■ **Directions**
Search the material below for the word "nodes". Copy every line that has it.

■ **Data for review**
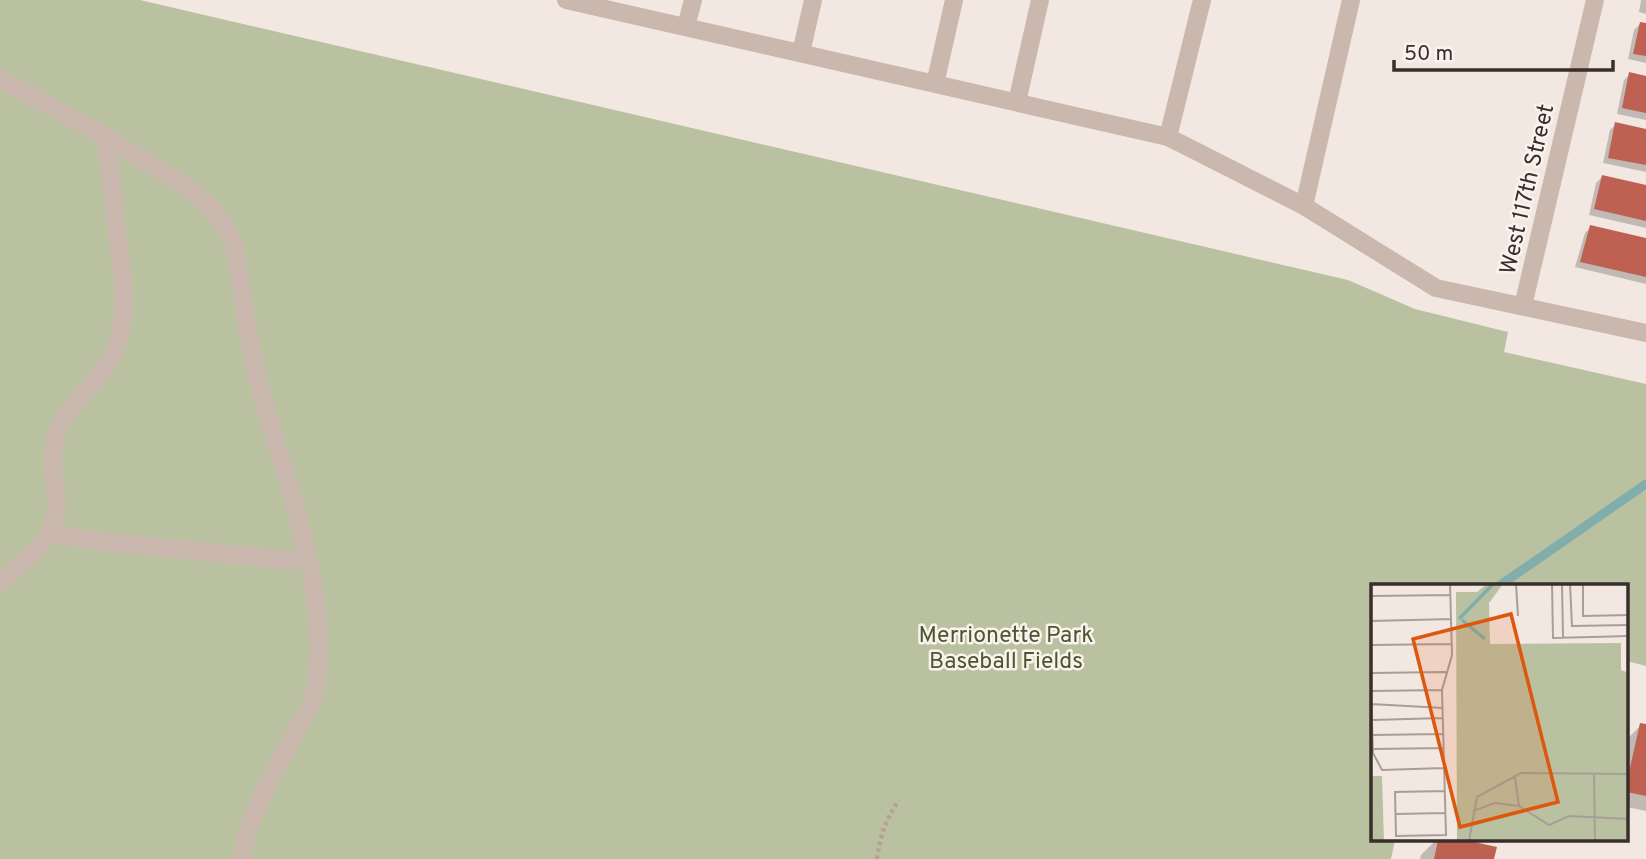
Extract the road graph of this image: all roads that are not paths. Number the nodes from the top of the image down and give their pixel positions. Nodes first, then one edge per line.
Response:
1 (566, 0) edge
2 (693, 0) edge
3 (813, 0) edge
4 (954, 0) edge
5 (1040, 0) edge
6 (1202, 0) edge
7 (1351, 0) edge
8 (1595, 0) edge
9 (686, 27) junction
10 (801, 53) junction
11 (0, 79) edge
12 (935, 84) junction
13 (1017, 103) junction
14 (105, 136) junction
15 (1168, 137) junction
16 (1304, 206) junction
17 (1523, 306) junction
18 (1646, 333) edge
19 (51, 533) junction
20 (307, 558) junction
21 (0, 582) edge
22 (242, 859) edge

1 - 9 street
2 - 9 street
3 - 10 street
4 - 12 street
5 - 13 street
6 - 15 street
7 - 16 street
8 - 17 street, West 117th Street
9 - 10 street
10 - 12 street
11 - 14 street
12 - 13 street
13 - 15 street
14 - 19 street
14 - 20 street
15 - 16 street
16 - 17 street
17 - 18 street
19 - 20 street
19 - 21 street
20 - 22 street

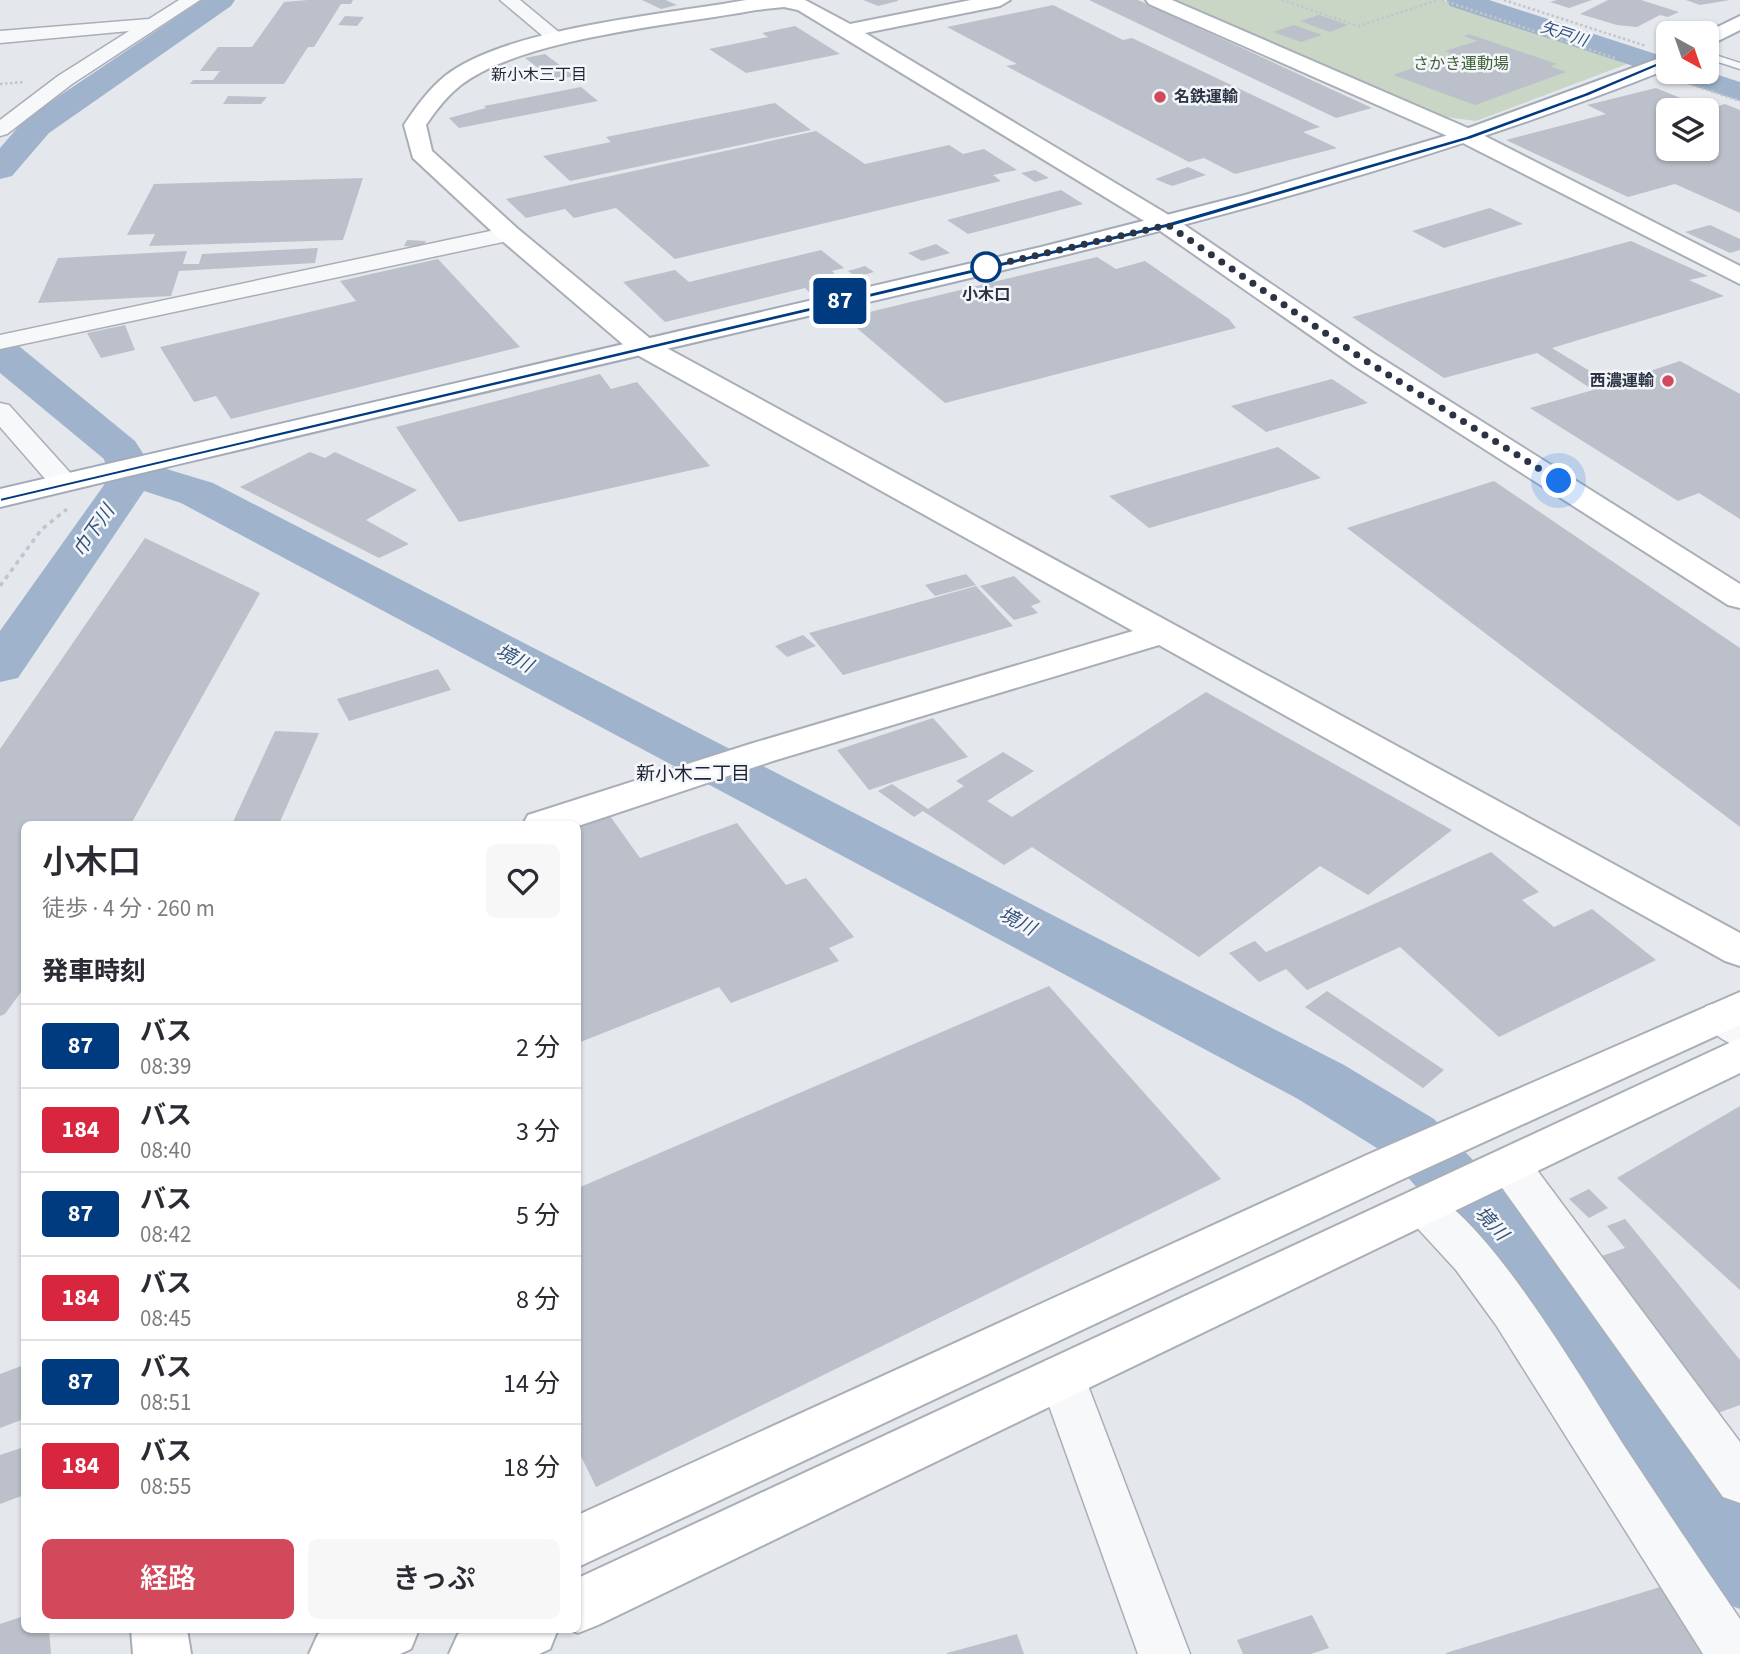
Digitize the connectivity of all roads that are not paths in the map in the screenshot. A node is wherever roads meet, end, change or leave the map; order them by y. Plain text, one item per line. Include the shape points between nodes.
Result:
1 (174, 0) edge
2 (191, 0) edge
3 (509, 0) edge
4 (1000, 0) edge
5 (1156, 0) edge
6 (1740, 22) edge
7 (156, 23) junction
8 (135, 25) junction
9 (847, 30) junction
10 (1719, 34) edge
11 (0, 37) edge
12 (557, 38) junction
13 (1719, 59) edge
14 (1656, 64) edge
15 (1740, 66) edge
16 (0, 130) edge
17 (1469, 138) junction
18 (1168, 225) junction
19 (509, 234) junction
20 (1740, 276) edge
21 (0, 342) edge
22 (642, 346) junction
23 (0, 411) edge
24 (73, 481) junction
25 (0, 498) edge
26 (1740, 598) edge
27 (1160, 634) junction
28 (551, 821) edge
29 (1740, 951) edge
30 (1735, 1028) edge
31 (1510, 1166) junction
32 (1425, 1208) junction
33 (1061, 1375) junction
34 (1740, 1481) edge
35 (581, 1541) edge
36 (581, 1605) edge
37 (159, 1633) edge
38 (383, 1633) edge
39 (522, 1633) edge
40 (162, 1654) edge
41 (338, 1654) edge
42 (478, 1654) edge
43 (1164, 1654) edge
44 (1733, 1654) edge

1 - 8 street
2 - 7 street
3 - 12 street
4 - 9 street
5 - 17 street
6 - 10 street
7 - 8 street
7 - 16 street via 65,80
8 - 11 street
9 - 12 street via 806,6 784,1
9 - 18 street
12 - 19 street via 494,58 459,76 440,90 415,125 421,153
13 - 15 lane
14 - 17 street
17 - 18 street
17 - 20 street
18 - 22 street
18 - 26 street via 1363,359
19 - 21 street
19 - 22 street
22 - 24 street
22 - 27 street
23 - 24 street
24 - 25 street
27 - 28 street via 763,752
27 - 29 street
30 - 31 street
30 - 35 street via 1385,1167
31 - 32 street
31 - 34 street
32 - 33 street
32 - 44 street via 1450,1231 1510,1307
33 - 36 street
33 - 43 street
37 - 40 street
38 - 41 street
39 - 42 street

■ **Exercise output**
Extract the road graph of this image: all roads that are not paths. Number the nodes from the top of the image down and give their pixel positions. Nodes first, then one edge per line.
Digitize the connectivity of all roads that are not paths in the map in the screenshot. A node is wherever roads meet, end, change or leave the map; order them by y. Plain text, one item per line. Include the shape points between nodes.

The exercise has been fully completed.